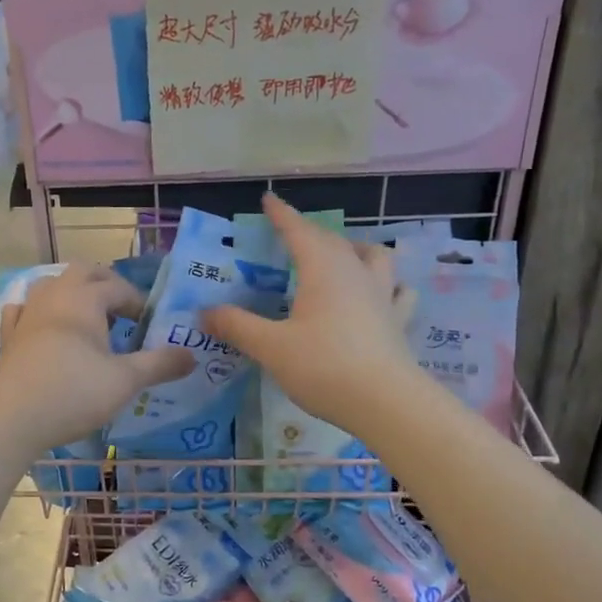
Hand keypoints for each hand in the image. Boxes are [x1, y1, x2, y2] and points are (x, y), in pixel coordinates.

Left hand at [0, 265, 194, 449]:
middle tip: (121, 309)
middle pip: (82, 272)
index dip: (137, 302)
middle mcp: (54, 296)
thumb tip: (191, 355)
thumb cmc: (75, 392)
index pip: (118, 287)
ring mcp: (27, 314)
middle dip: (104, 284)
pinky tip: (41, 325)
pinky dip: (37, 312)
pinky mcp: (8, 336)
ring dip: (70, 293)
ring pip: (50, 285)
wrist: (14, 417)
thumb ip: (160, 364)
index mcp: (85, 299)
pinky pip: (22, 310)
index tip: (149, 324)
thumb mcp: (126, 381)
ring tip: (85, 316)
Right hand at [202, 194, 420, 434]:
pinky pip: (396, 291)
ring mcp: (382, 295)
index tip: (268, 199)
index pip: (298, 231)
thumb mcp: (270, 347)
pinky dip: (387, 285)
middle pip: (332, 240)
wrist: (385, 402)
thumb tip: (203, 313)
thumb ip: (237, 326)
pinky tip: (381, 295)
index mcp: (322, 269)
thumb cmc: (323, 366)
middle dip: (309, 233)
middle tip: (290, 237)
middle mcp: (355, 272)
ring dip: (355, 249)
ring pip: (372, 257)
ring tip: (342, 257)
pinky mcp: (397, 320)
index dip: (281, 215)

* **GOAL OF THE EXERCISE**:
Scan the material above. Extract every line in which the word "ring" occurs.

* **TASK SOLUTION**:
ring mcp: (27, 314)
ring dip: (70, 293)
ring pip: (50, 285)
ring tip: (85, 316)
ring mcp: (382, 295)
ring dip: (355, 249)
ring pip: (372, 257)
ring tip: (342, 257)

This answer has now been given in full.